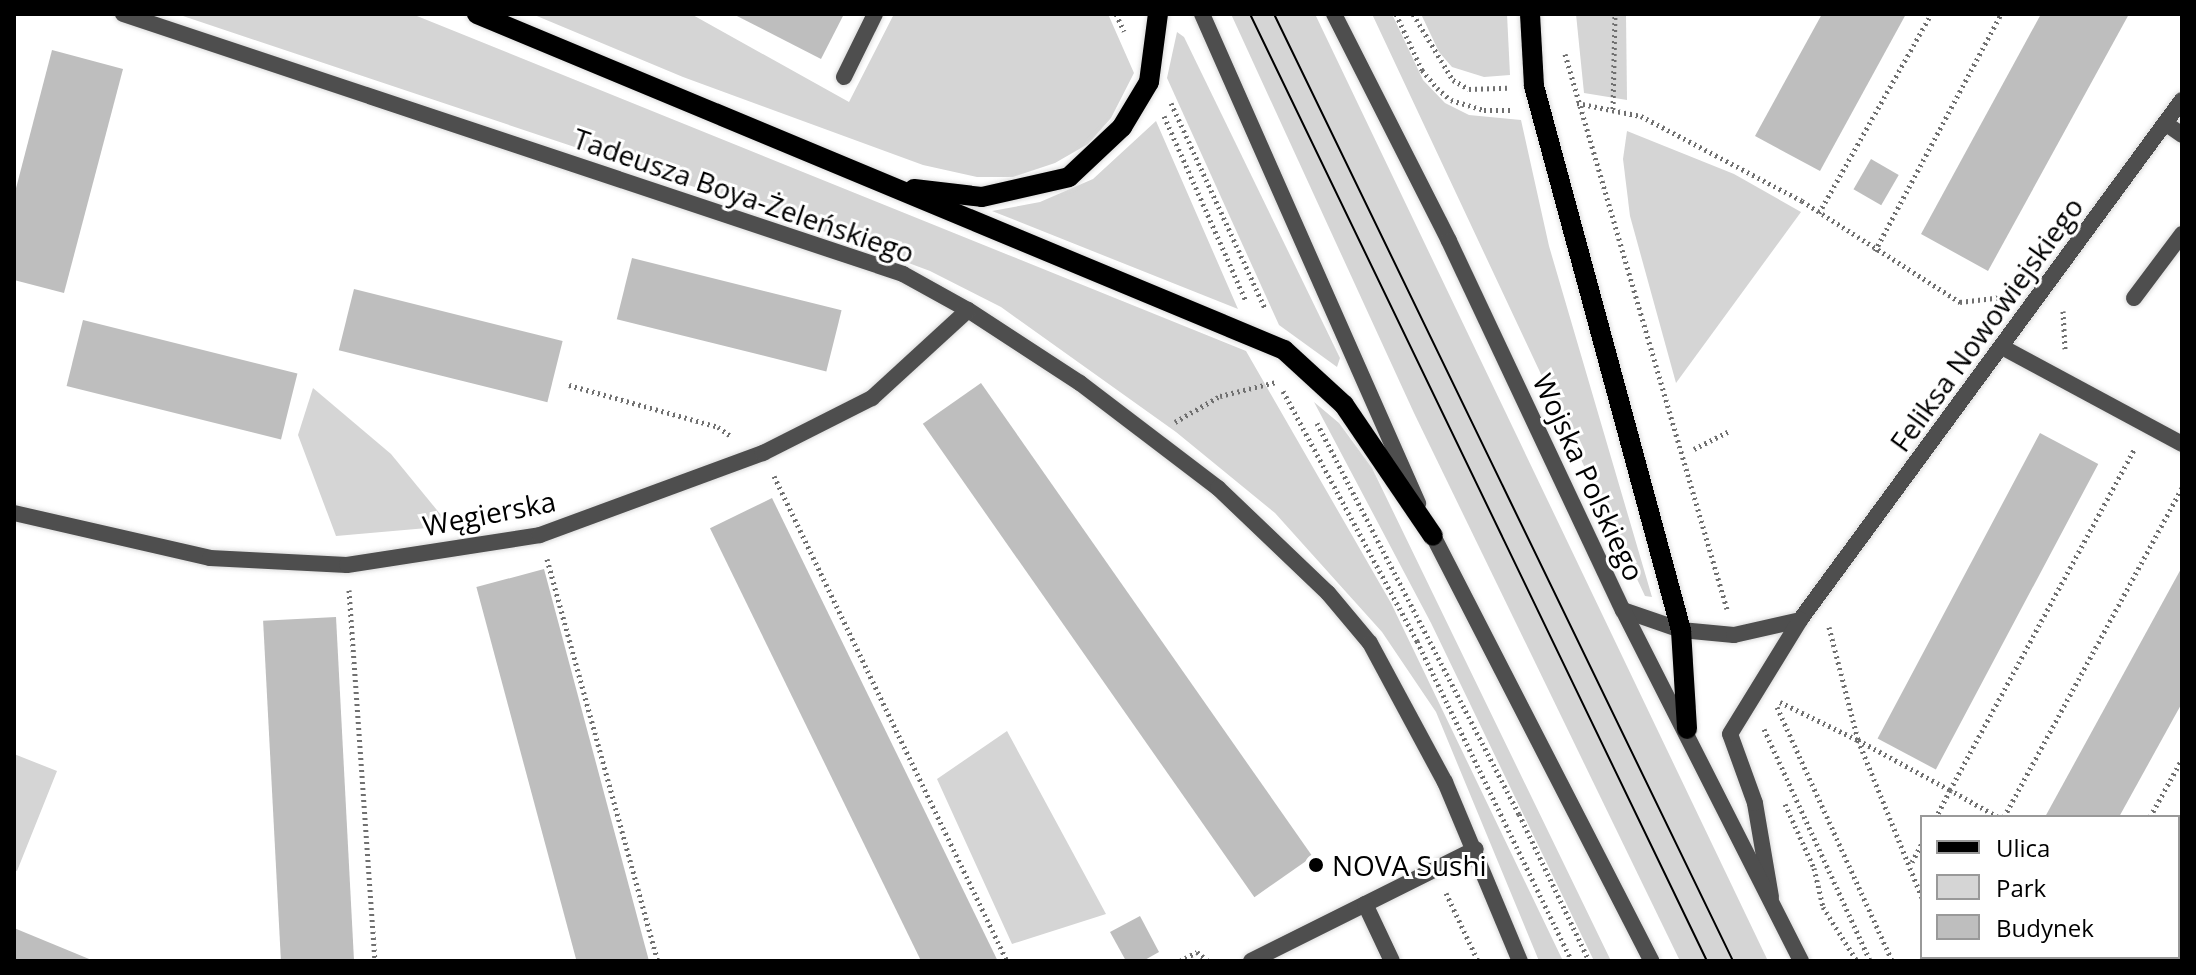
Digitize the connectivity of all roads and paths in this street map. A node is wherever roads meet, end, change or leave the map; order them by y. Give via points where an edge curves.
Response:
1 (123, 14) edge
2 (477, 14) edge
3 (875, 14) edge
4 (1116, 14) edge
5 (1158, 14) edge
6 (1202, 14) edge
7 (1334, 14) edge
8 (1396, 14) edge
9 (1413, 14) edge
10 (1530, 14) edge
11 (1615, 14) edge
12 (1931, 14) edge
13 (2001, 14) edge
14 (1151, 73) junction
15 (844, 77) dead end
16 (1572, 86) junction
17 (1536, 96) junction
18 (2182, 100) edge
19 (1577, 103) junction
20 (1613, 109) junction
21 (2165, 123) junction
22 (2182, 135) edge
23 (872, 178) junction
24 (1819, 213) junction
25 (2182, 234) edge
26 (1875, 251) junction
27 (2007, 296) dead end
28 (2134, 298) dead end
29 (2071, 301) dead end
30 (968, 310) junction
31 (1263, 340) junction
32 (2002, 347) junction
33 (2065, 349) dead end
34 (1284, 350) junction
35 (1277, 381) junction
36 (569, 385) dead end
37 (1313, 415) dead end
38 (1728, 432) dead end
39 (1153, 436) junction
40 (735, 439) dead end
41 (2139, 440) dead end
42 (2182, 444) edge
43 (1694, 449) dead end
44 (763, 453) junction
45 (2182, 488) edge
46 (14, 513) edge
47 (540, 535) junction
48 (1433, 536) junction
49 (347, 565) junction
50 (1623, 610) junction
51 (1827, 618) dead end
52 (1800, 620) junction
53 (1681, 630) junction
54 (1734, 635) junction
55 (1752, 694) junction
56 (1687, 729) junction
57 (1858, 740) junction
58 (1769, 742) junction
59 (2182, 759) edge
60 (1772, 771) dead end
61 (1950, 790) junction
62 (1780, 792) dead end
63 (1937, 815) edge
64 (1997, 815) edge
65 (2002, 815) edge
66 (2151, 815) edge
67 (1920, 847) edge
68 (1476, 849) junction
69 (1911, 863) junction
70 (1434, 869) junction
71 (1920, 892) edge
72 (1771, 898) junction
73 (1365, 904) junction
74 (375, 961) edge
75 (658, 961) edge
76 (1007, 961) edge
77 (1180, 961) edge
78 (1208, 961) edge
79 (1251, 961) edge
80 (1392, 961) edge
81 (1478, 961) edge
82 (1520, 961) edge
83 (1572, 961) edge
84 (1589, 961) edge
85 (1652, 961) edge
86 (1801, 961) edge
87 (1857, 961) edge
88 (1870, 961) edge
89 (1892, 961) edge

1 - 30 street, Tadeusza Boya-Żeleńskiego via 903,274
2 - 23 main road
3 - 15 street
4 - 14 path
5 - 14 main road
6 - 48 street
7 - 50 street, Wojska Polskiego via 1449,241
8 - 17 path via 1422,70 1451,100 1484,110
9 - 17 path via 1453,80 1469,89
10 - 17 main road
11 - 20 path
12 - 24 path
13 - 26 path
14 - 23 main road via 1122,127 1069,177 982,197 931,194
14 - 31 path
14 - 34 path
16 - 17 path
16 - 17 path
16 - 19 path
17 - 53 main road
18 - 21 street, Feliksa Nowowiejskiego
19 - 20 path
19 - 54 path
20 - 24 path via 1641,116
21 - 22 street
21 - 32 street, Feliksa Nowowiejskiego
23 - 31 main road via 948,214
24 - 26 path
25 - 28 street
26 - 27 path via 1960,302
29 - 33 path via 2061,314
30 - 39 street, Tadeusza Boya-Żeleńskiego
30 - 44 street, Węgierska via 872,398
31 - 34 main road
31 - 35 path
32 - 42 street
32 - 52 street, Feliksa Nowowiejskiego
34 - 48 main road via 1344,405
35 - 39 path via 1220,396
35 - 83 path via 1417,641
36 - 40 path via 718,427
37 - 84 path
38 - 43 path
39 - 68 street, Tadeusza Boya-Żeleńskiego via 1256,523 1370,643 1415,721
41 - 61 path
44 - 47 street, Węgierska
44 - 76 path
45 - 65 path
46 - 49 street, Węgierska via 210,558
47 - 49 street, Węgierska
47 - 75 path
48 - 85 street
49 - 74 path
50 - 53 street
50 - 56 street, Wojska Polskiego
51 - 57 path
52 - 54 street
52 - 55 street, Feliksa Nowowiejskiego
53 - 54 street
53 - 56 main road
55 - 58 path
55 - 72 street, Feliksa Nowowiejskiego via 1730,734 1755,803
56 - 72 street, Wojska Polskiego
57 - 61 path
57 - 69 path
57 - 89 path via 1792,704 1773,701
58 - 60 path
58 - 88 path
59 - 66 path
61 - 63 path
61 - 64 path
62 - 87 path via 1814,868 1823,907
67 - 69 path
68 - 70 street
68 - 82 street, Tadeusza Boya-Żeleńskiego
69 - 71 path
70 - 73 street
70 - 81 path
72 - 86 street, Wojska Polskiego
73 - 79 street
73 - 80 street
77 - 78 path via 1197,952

= = = =

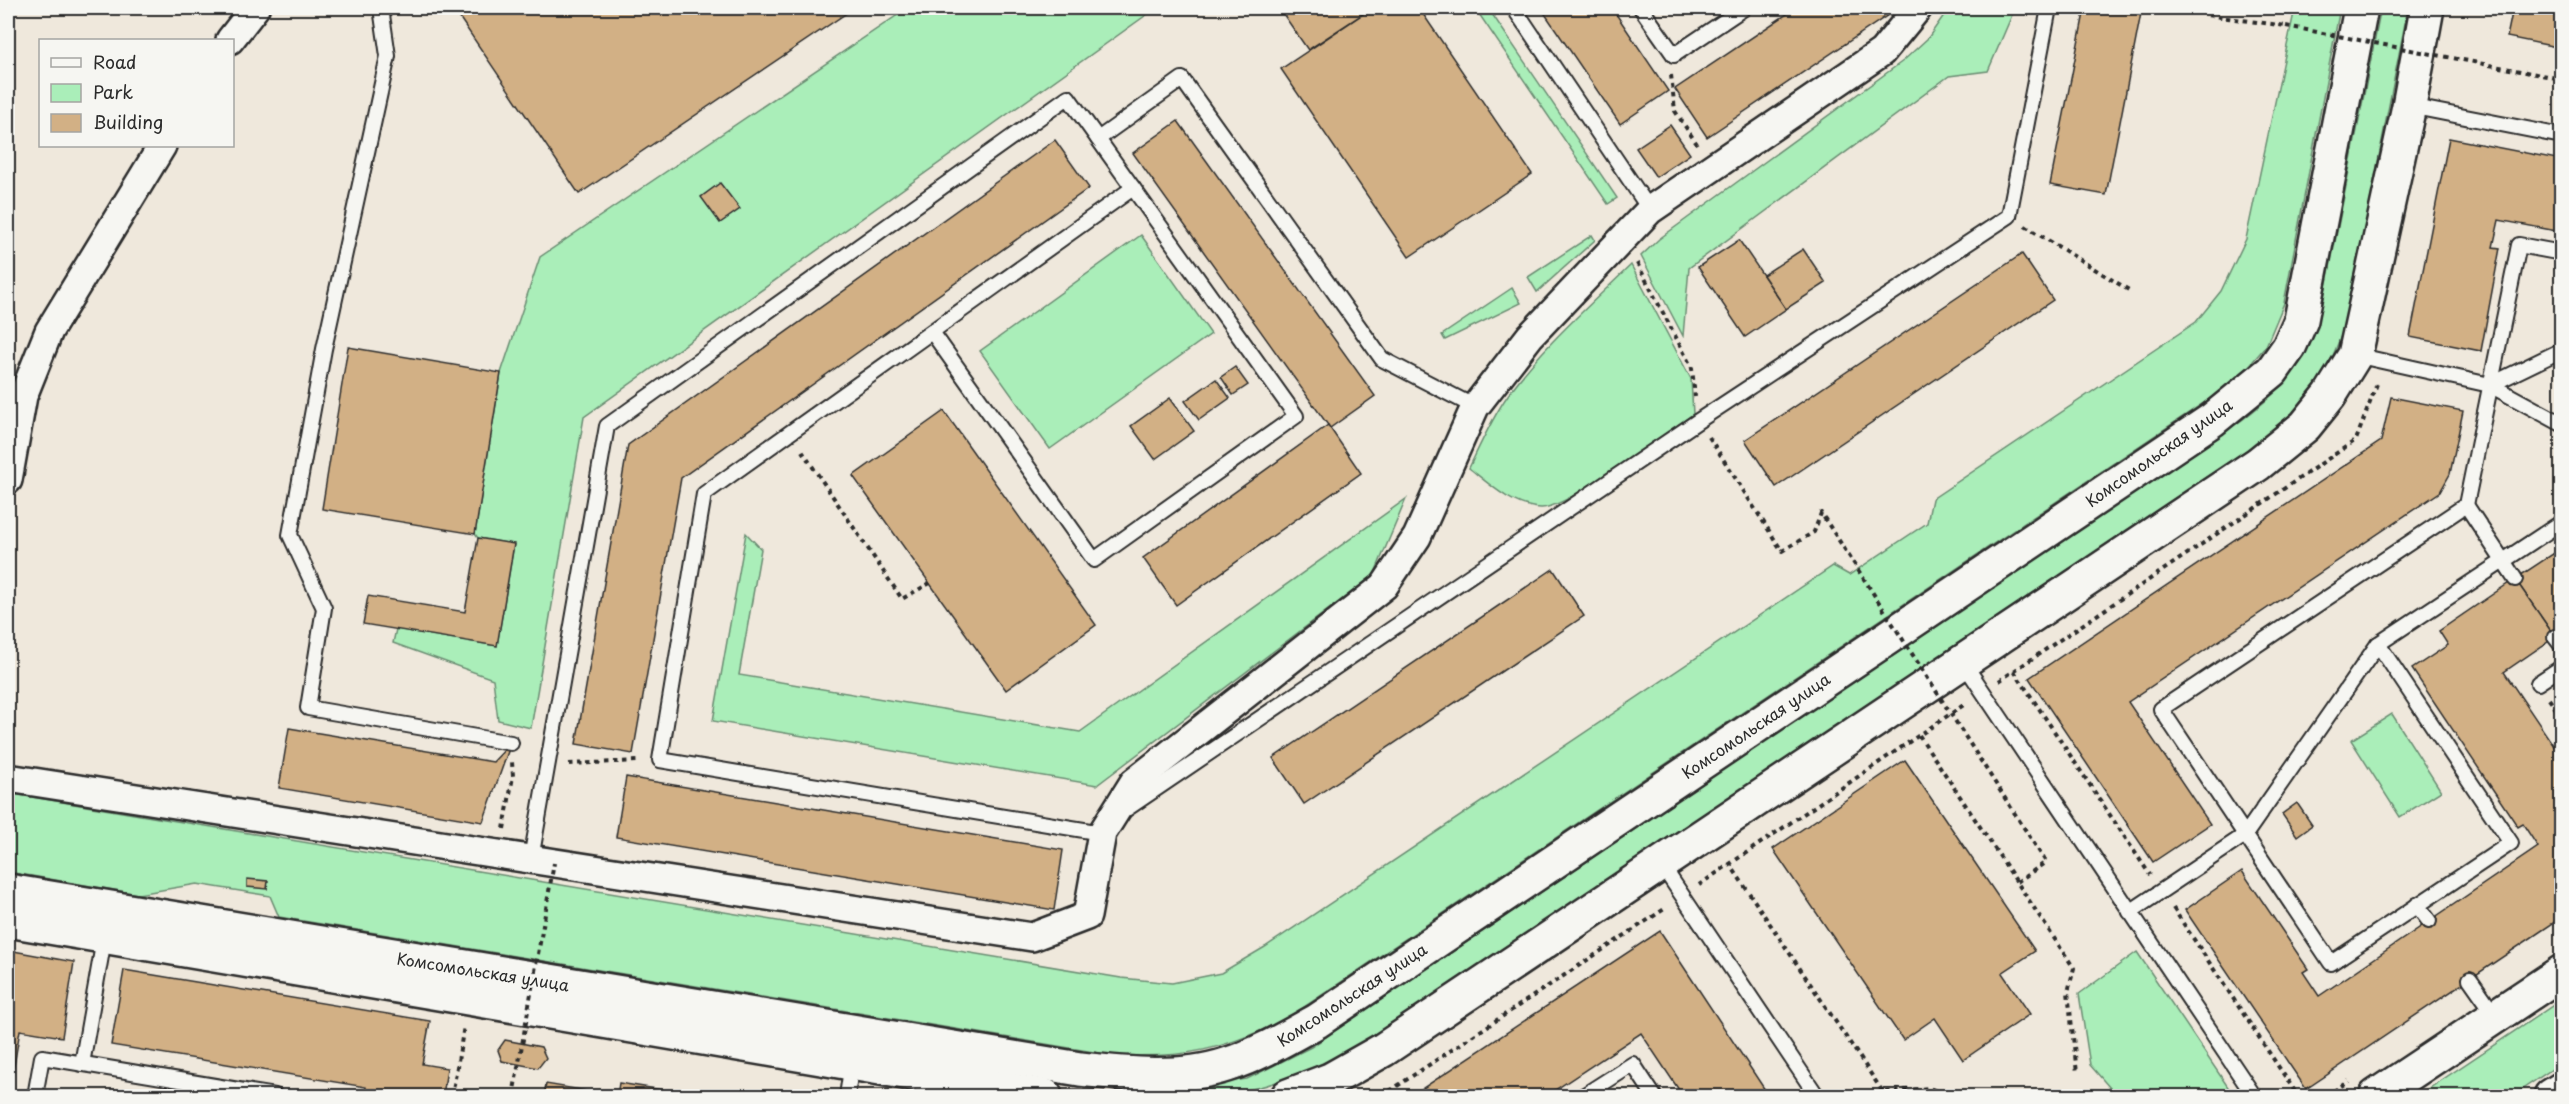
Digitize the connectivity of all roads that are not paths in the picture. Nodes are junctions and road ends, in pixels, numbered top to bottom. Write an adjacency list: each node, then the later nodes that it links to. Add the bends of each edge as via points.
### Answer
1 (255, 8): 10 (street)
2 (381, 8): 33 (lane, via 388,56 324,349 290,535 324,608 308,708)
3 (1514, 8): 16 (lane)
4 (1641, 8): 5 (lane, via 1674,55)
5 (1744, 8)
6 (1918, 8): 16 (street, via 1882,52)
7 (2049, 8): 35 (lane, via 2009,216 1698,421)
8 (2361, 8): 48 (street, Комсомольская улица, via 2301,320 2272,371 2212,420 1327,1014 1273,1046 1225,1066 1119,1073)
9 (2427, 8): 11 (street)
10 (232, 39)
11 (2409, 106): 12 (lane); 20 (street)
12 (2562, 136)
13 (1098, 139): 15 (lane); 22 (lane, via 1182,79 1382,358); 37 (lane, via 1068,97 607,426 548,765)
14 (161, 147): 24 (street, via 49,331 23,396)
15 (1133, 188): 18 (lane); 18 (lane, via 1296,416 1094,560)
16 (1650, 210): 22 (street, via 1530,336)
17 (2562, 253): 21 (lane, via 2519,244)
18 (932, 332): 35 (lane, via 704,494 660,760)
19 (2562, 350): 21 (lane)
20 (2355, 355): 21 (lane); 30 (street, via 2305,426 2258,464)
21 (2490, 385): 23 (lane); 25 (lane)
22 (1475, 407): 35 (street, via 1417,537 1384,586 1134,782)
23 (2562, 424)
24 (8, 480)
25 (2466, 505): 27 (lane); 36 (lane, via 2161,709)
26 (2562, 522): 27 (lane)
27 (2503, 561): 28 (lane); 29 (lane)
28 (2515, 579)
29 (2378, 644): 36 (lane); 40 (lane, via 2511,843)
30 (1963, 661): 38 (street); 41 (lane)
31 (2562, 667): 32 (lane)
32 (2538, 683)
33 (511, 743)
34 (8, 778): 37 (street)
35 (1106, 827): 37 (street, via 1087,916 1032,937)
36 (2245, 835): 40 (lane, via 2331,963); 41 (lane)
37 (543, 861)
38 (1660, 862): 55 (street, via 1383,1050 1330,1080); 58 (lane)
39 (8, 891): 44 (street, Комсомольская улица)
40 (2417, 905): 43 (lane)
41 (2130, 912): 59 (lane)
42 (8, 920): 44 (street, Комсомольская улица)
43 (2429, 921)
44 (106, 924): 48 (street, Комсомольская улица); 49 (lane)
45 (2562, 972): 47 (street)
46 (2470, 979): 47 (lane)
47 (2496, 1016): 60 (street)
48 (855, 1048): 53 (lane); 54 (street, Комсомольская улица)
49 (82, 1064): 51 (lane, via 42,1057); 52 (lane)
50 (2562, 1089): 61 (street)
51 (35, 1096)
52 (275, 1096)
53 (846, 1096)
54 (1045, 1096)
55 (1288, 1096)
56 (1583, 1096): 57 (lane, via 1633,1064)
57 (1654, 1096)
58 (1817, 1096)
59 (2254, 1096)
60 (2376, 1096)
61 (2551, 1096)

= = = =

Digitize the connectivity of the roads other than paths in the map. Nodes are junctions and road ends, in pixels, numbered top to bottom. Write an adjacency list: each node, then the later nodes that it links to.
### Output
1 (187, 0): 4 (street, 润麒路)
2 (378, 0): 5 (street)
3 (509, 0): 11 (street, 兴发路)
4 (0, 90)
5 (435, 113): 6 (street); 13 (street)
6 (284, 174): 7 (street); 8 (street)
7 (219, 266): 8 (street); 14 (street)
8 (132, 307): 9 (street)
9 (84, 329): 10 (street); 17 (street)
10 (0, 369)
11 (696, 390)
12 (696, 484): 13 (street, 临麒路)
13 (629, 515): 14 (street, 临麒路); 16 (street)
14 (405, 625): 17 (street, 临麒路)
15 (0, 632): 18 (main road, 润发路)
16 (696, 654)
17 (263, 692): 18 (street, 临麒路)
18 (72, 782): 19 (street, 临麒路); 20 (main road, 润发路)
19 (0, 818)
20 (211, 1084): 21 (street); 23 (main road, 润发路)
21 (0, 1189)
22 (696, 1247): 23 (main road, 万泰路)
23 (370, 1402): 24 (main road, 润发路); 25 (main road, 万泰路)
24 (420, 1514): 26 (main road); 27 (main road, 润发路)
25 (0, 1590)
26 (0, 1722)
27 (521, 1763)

= = = =

Action item: For each line above that includes the word "nodes", make a copy of that line.

Solution below:
Digitize the connectivity of all roads that are not paths in the picture. Nodes are junctions and road ends, in pixels, numbered top to bottom. Write an adjacency list: each node, then the later nodes that it links to. Add the bends of each edge as via points.
Digitize the connectivity of the roads other than paths in the map. Nodes are junctions and road ends, in pixels, numbered top to bottom. Write an adjacency list: each node, then the later nodes that it links to.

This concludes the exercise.